Namun, ada satu hal yang patut disyukuri: Ryo, ayah, ibu, dan saudara perempuan masih selamat. Hanya neneknya yang hilang entah kemana, diduga meninggal dan tak bisa ditemukan sampai sekarang.

Bencana Belum Berakhir

Saat situasi normal, pemerintah Jepang mencatat tsunami disebabkan oleh gempa berkekuatan M9 dan masuk kategori megathrust. Getaran tersebut membuat gelombang tsunami setinggi 40 meter yang bergerak hingga 700 Km/Jam.

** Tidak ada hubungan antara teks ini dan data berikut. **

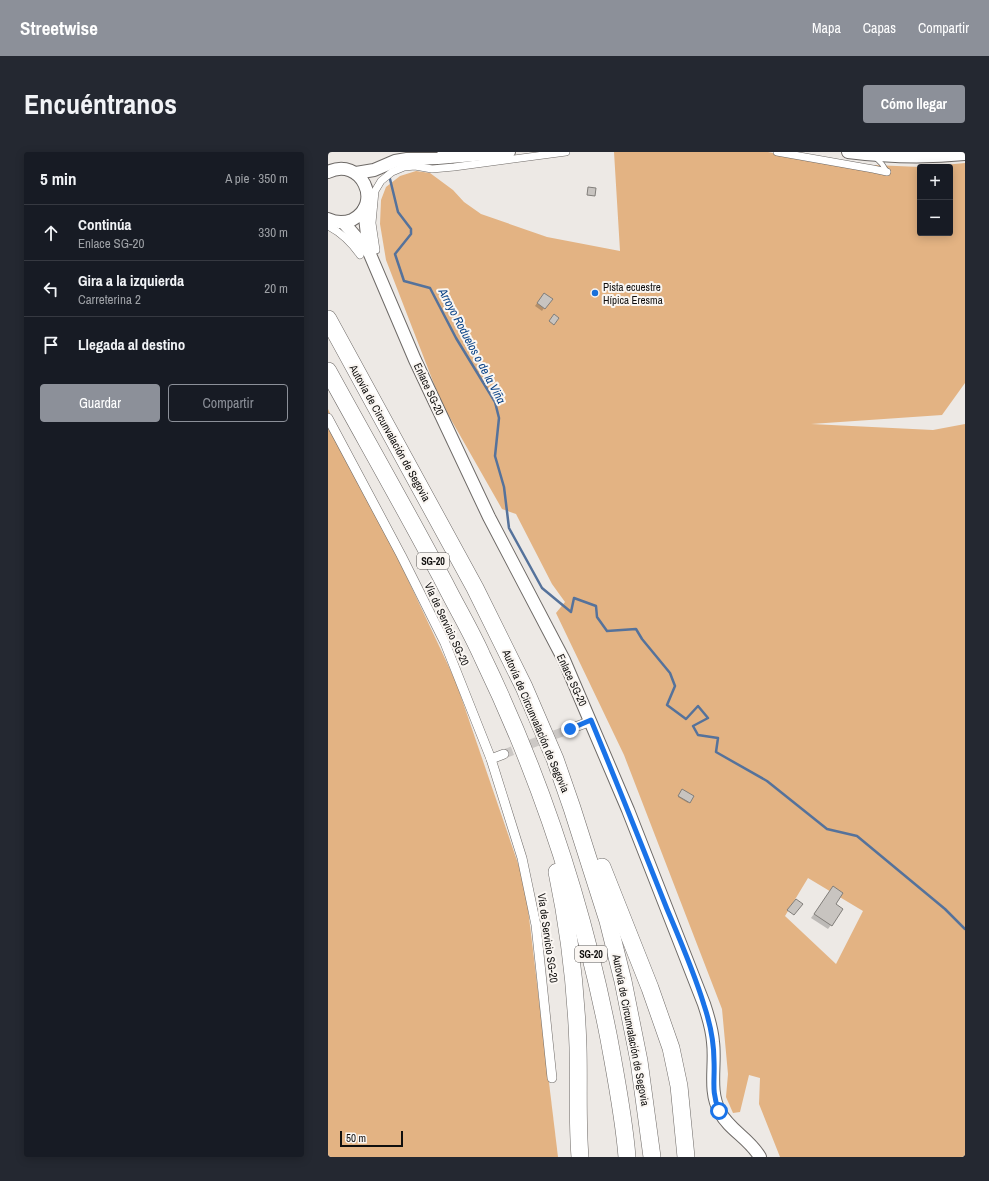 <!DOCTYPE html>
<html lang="es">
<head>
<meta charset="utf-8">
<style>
  body { margin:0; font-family:"Archivo Narrow",sans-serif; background:#242831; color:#f1f3f6 }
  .controls { position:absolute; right:12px; top:12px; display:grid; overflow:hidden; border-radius:4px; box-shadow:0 2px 10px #0003 }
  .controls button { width:36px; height:36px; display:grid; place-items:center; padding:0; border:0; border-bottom:1px solid #363941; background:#171b24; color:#f1f3f6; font:20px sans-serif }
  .scale { position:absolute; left:12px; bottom:10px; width:63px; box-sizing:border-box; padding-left:4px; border:2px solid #100f0e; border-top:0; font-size:11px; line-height:14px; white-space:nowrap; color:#100f0e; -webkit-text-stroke:3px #faf6f2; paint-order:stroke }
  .stop { position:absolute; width:12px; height:12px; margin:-9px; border:3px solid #1a73e8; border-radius:50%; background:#fff }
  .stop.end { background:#1a73e8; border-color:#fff; box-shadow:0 1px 4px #0008 }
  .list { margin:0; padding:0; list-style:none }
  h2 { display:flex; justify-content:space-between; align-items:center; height:52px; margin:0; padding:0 16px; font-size:17px }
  h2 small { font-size:13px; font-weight:400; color:#9ea1a6 }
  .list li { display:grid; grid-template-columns:26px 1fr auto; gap:12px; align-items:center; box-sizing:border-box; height:56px; padding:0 16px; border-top:1px solid #363941 }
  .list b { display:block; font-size:15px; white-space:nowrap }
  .list p { margin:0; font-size:13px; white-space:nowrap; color:#9ea1a6 }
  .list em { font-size:13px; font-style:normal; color:#9ea1a6 }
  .actions { display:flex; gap:8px; padding:12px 16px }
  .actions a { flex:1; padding:9px 0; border:1px solid #8c9099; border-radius:4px; text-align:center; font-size:14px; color:#8c9099 }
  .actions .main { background:#8c9099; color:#fff }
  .icon { flex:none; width:22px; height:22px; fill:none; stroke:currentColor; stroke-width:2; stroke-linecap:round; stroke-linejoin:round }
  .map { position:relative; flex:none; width:637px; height:1005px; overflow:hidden; border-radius:4px }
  header { display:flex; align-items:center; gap:24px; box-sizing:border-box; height:56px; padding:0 20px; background:#8c9099; color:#fff }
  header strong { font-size:19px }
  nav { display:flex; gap:22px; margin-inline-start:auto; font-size:14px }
  .intro { display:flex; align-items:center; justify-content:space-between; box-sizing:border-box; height:96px; padding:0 24px }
  h1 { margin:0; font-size:28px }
  .button { padding:10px 18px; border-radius:4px; background:#8c9099; color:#fff; font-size:14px; font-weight:700 }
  main { display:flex; gap:24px; padding:0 24px }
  aside { flex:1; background:#171b24; border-radius:4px; box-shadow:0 2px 10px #0003 }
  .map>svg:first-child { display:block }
  .green { fill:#e3b383; fill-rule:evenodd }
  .shadow { fill:#0003 }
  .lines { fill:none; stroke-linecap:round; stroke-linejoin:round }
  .stream { stroke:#55729b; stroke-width:2.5 }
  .building { fill:#c8c4c0; stroke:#817e7a }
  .minor-tunnel { stroke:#ccc8c5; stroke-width:9; stroke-dasharray:9 4.5; stroke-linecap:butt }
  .service-casing { stroke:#6e6a67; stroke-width:6 }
  .pedestrian-casing { stroke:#6e6a67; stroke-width:8 }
  .minor-casing { stroke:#6e6a67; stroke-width:10 }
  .tertiary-casing { stroke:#6e6a67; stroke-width:14 }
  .motorway-casing { stroke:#6e6a67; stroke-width:18 }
  .service { stroke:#fff; stroke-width:4.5 }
  .pedestrian { stroke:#fff; stroke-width:7 }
  .minor { stroke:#fff; stroke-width:9 }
  .tertiary { stroke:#fff; stroke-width:12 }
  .motorway { stroke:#fff; stroke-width:17 }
  .route { stroke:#1a73e8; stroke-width:5 }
  .poi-dot { fill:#1970da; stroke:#faf6f2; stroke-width:1.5 }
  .labels { text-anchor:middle; stroke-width:4; stroke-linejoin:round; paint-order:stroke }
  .shield { fill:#faf6f2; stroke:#565452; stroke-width:1 }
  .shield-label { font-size:10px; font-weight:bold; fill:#100f0e }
  .poi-label { font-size:11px; fill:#100f0e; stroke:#faf6f2; text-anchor:start }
  .street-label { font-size:11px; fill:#100f0e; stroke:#faf6f2 }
  .water-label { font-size:12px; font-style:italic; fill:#094388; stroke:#faf6f2 }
</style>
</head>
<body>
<header>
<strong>Streetwise</strong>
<nav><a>Mapa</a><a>Capas</a><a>Compartir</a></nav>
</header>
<div class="intro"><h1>Encuéntranos</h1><a class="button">Cómo llegar</a></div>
<main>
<aside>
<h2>5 min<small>A pie · 350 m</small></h2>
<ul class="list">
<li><svg class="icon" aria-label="ahead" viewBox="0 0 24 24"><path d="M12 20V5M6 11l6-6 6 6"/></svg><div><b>Continúa</b><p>Enlace SG-20</p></div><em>330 m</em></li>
<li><svg class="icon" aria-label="left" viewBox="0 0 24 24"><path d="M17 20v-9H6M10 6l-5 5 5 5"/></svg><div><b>Gira a la izquierda</b><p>Carreterina 2</p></div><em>20 m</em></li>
<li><svg class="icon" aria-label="arrive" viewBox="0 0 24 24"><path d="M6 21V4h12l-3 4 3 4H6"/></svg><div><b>Llegada al destino</b></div></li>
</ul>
<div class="actions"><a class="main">Guardar</a><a>Compartir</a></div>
</aside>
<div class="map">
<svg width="637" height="1005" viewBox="0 0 637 1005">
  <rect width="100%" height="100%" fill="#ede9e5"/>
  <!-- green -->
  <g class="green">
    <path d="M286,0h154l59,11 93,4v66h30v-66h-28l43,-4v220l-23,32 -131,9 122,6 32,-6v733h-185l-21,-53 1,-26 -11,-3 -9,37 -7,1 -7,-16 2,-23 -6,-65 -98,-254 -68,-142 9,-11 -13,-18 -36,-70 -14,-5 -61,-107 -55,-142 -6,-36 1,-24 5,-13 14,-11 16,-5 14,2 23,17 11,12 17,12 66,23 73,14zM480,726l55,33 -27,53 -51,-48z"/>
    <polygon points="0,257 128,530 197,732 230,1005 0,1005"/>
  </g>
  <!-- shadow -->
  <g class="shadow">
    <polygon points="214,144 216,156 214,159 207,154"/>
    <polygon points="353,639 361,650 360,651 350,645"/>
    <polygon points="505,735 506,752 503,773 500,777 483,766"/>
  </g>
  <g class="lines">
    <!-- stream -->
    <polyline class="stream" points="62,27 70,60 83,77 83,82 67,102 76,129 102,136 128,186 167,250 171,266 167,304 176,335 181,376 214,436 243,460 246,446 268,454 269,465 279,479 308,477 314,487 342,521 347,534 339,553 358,567 370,554 380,566 365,574 370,583 390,586 388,600 439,629 499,677 529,684 617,757 637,777"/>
  </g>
  <!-- building -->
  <g class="building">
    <polygon points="260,35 268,36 267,44 259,43"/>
    <polygon points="216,141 225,147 217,157 209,151"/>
    <polygon points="226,162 231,166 226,173 221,169"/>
    <polygon points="354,637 366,644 362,651 350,644"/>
    <polygon points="505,734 515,741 508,752 515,757 504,774 486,762"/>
    <polygon points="468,747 475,752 466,763 459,758"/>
  </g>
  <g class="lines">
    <!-- minor-tunnel -->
    <polyline class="minor-tunnel" points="176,602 242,577"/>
    <!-- service casing -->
    <g class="service-casing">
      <polyline id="service" points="548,6 554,12 559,20"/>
    </g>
    <!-- pedestrian casing -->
    <g class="pedestrian-casing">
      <g id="pedestrian">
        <polyline points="449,0 545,17 559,20"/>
        <path d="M0,74c14,7 23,16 32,29"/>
        <polyline points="48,98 44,71 47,39 53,29 64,20 76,15 87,14 104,17 126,15 238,0"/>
      </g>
    </g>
    <!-- minor casing -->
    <g class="minor-casing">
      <g id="minor">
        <polyline points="0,266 73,403 117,491 163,607"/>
        <polyline points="242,577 263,569"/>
        <polyline points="176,602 163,607 194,706 208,773 224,926"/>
      </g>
    </g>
    <!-- tertiary casing -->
    <g class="tertiary-casing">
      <g id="tertiary">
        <path d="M520,0c40,5 77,6 117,2"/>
        <path d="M0,20c33,-16 56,32 24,48 -8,3 -16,3 -24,-1"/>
        <polyline points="28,21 46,18 67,9 79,7 110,6 181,0"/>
        <polyline points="36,57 41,100"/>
        <path d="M15,70l26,30 46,108 74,157 75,143 64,150 76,194c4,12 8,25 9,38 3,23 -5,49 7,70 9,18 29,26 40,45"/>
      </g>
    </g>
    <!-- motorway casing -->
    <g class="motorway-casing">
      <g id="motorway">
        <polyline points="0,167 147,436 196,535 227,607 244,656 280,769 295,829 311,909 324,1005"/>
        <path d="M0,219c39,71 79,141 117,213 12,24 26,47 37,72 59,122 101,250 127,383 7,39 15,79 18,118"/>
        <polyline points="274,715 322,836 343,896 351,934 358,1005"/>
        <path d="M229,720c12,57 19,116 21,175 1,37 -1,73 2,110"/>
      </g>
    </g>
    <!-- service -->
    <use href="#service" class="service"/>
    <!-- pedestrian -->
    <use href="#pedestrian" class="pedestrian"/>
    <!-- minor -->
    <use href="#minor" class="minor"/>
    <!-- tertiary -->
    <use href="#tertiary" class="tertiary"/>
    <!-- motorway -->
    <use href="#motorway" class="motorway"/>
  </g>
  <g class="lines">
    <!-- route -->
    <path class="route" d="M242,577l21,-9c26,63 51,126 76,189 13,31 27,63 37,96 6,18 10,36 10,56 1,20 -3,30 5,50"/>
  </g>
  <!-- markers -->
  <circle class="poi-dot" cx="267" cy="141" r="4"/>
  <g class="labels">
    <!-- shield labels -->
    <g class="shield">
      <rect x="89" y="401" width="32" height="16" rx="3"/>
      <rect x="247" y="794" width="32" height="16" rx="3"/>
    </g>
    <g class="shield-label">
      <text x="105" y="413">SG-20</text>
      <text x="263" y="806">SG-20</text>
    </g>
    <!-- poi labels -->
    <g class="poi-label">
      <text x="275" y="139">Pista ecuestre<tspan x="275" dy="13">Hípica Eresma</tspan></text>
    </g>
    <!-- street labels -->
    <g class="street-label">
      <text transform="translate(101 237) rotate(65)" y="4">Enlace SG-20</text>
      <text transform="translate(62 281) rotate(61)" y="4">Autovía de Circunvalación de Segovia</text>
      <text transform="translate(119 472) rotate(65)" y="4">Vía de Servicio SG-20</text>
      <text transform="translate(244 528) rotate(65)" y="4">Enlace SG-20</text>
      <text transform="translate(208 569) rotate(67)" y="4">Autovía de Circunvalación de Segovia</text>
      <text transform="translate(220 786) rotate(82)" y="4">Vía de Servicio SG-20</text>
      <text transform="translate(303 878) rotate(79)" y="4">Autovía de Circunvalación de Segovia</text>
    </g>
    <!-- water labels -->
    <g class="water-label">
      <text transform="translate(144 194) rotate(62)" y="4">Arroyo Roduelos o de la Viña</text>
    </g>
  </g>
</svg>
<div class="controls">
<button>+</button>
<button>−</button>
</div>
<div class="scale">50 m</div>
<div class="stop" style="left:391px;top:959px"></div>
<div class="stop end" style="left:242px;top:577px"></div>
</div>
</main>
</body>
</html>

Situs Britannica mencatat, gempa dan tsunami membuat 18.500 orang meninggal, 10.800 hilang, dan 4.000 orang luka-luka. Ini belum memperhitungkan ribuan rumah warga yang tak bisa lagi ditempati.

Meski begitu, bencana tak kunjung berakhir. Sehari setelah bencana alam, otoritas mengumumkan reaktor nuklir Fukushima bocor.

Akibatnya, inti nuklir mencemari lingkungan dan membuat kota Fukushima tak bisa lagi ditempati. Alhasil, penduduk menjalani kehidupan sesuai peribahasa: sudah jatuh tertimpa tangga.

Sanggahan:

Naskah ini merupakan bagian dari CNBC Insight, rubrik yang menyajikan ulasan sejarah untuk menjelaskan kondisi masa kini lewat relevansinya di masa lalu. Lewat kisah seperti ini, CNBC Insight juga menghadirkan nilai-nilai kehidupan dari masa lampau yang masih bisa dijadikan pelajaran di hari ini.